• EXERCISE DETAILS:
Nothing should differ between your answer and the records.

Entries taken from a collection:
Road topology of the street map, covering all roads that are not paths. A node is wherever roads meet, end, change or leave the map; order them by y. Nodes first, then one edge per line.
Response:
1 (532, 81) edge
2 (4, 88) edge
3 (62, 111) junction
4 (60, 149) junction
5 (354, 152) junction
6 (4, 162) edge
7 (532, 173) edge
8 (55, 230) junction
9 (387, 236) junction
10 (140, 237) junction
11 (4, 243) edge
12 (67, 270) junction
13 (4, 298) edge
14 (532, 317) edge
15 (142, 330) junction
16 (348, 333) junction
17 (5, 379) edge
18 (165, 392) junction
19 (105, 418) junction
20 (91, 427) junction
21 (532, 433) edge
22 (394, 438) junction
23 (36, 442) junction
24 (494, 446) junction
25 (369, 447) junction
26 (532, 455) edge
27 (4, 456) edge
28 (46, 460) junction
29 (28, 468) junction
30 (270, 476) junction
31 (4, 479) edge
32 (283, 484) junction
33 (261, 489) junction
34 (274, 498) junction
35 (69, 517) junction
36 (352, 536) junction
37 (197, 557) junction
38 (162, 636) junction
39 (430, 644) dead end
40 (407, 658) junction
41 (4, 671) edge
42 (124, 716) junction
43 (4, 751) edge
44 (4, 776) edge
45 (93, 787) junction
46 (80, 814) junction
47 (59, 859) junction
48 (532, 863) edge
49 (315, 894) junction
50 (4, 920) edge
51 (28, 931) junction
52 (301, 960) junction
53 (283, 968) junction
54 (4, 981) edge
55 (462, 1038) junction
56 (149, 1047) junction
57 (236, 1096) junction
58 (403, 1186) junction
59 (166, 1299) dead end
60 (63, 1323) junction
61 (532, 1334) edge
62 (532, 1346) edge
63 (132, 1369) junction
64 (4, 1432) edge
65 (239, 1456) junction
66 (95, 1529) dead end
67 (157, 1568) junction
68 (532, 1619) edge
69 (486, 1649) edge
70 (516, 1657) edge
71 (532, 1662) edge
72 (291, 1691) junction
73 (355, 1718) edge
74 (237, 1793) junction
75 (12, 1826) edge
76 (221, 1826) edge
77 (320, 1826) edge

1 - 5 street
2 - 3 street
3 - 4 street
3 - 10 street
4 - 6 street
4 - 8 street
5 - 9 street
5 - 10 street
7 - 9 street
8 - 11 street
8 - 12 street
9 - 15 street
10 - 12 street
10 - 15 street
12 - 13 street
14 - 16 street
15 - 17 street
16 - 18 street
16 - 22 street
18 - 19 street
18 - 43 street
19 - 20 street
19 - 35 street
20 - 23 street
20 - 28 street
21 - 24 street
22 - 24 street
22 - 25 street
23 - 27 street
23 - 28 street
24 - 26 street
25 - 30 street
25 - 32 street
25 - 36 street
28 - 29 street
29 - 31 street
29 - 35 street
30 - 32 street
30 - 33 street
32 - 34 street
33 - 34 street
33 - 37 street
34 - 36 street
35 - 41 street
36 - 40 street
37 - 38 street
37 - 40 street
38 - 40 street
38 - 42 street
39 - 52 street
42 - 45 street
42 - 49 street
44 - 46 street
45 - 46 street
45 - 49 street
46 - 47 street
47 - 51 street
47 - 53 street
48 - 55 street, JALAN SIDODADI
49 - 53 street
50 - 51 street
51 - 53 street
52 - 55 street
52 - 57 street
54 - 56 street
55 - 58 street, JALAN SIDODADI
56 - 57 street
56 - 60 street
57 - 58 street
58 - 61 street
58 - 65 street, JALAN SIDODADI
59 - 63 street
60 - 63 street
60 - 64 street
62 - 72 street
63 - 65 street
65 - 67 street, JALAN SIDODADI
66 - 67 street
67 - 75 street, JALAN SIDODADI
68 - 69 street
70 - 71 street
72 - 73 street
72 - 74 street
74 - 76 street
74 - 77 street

• OUTPUT FOR THIS EXERCISE:
Road topology of the street map, covering all roads that are not paths. A node is wherever roads meet, end, change or leave the map; order them by y. Nodes first, then one edge per line.
Response:
1 (532, 81) edge
2 (4, 88) edge
3 (62, 111) junction
4 (60, 149) junction
5 (354, 152) junction
6 (4, 162) edge
7 (532, 173) edge
8 (55, 230) junction
9 (387, 236) junction
10 (140, 237) junction
11 (4, 243) edge
12 (67, 270) junction
13 (4, 298) edge
14 (532, 317) edge
15 (142, 330) junction
16 (348, 333) junction
17 (5, 379) edge
18 (165, 392) junction
19 (105, 418) junction
20 (91, 427) junction
21 (532, 433) edge
22 (394, 438) junction
23 (36, 442) junction
24 (494, 446) junction
25 (369, 447) junction
26 (532, 455) edge
27 (4, 456) edge
28 (46, 460) junction
29 (28, 468) junction
30 (270, 476) junction
31 (4, 479) edge
32 (283, 484) junction
33 (261, 489) junction
34 (274, 498) junction
35 (69, 517) junction
36 (352, 536) junction
37 (197, 557) junction
38 (162, 636) junction
39 (430, 644) dead end
40 (407, 658) junction
41 (4, 671) edge
42 (124, 716) junction
43 (4, 751) edge
44 (4, 776) edge
45 (93, 787) junction
46 (80, 814) junction
47 (59, 859) junction
48 (532, 863) edge
49 (315, 894) junction
50 (4, 920) edge
51 (28, 931) junction
52 (301, 960) junction
53 (283, 968) junction
54 (4, 981) edge
55 (462, 1038) junction
56 (149, 1047) junction
57 (236, 1096) junction
58 (403, 1186) junction
59 (166, 1299) dead end
60 (63, 1323) junction
61 (532, 1334) edge
62 (532, 1346) edge
63 (132, 1369) junction
64 (4, 1432) edge
65 (239, 1456) junction
66 (95, 1529) dead end
67 (157, 1568) junction
68 (532, 1619) edge
69 (486, 1649) edge
70 (516, 1657) edge
71 (532, 1662) edge
72 (291, 1691) junction
73 (355, 1718) edge
74 (237, 1793) junction
75 (12, 1826) edge
76 (221, 1826) edge
77 (320, 1826) edge

1 - 5 street
2 - 3 street
3 - 4 street
3 - 10 street
4 - 6 street
4 - 8 street
5 - 9 street
5 - 10 street
7 - 9 street
8 - 11 street
8 - 12 street
9 - 15 street
10 - 12 street
10 - 15 street
12 - 13 street
14 - 16 street
15 - 17 street
16 - 18 street
16 - 22 street
18 - 19 street
18 - 43 street
19 - 20 street
19 - 35 street
20 - 23 street
20 - 28 street
21 - 24 street
22 - 24 street
22 - 25 street
23 - 27 street
23 - 28 street
24 - 26 street
25 - 30 street
25 - 32 street
25 - 36 street
28 - 29 street
29 - 31 street
29 - 35 street
30 - 32 street
30 - 33 street
32 - 34 street
33 - 34 street
33 - 37 street
34 - 36 street
35 - 41 street
36 - 40 street
37 - 38 street
37 - 40 street
38 - 40 street
38 - 42 street
39 - 52 street
42 - 45 street
42 - 49 street
44 - 46 street
45 - 46 street
45 - 49 street
46 - 47 street
47 - 51 street
47 - 53 street
48 - 55 street, JALAN SIDODADI
49 - 53 street
50 - 51 street
51 - 53 street
52 - 55 street
52 - 57 street
54 - 56 street
55 - 58 street, JALAN SIDODADI
56 - 57 street
56 - 60 street
57 - 58 street
58 - 61 street
58 - 65 street, JALAN SIDODADI
59 - 63 street
60 - 63 street
60 - 64 street
62 - 72 street
63 - 65 street
65 - 67 street, JALAN SIDODADI
66 - 67 street
67 - 75 street, JALAN SIDODADI
68 - 69 street
70 - 71 street
72 - 73 street
72 - 74 street
74 - 76 street
74 - 77 street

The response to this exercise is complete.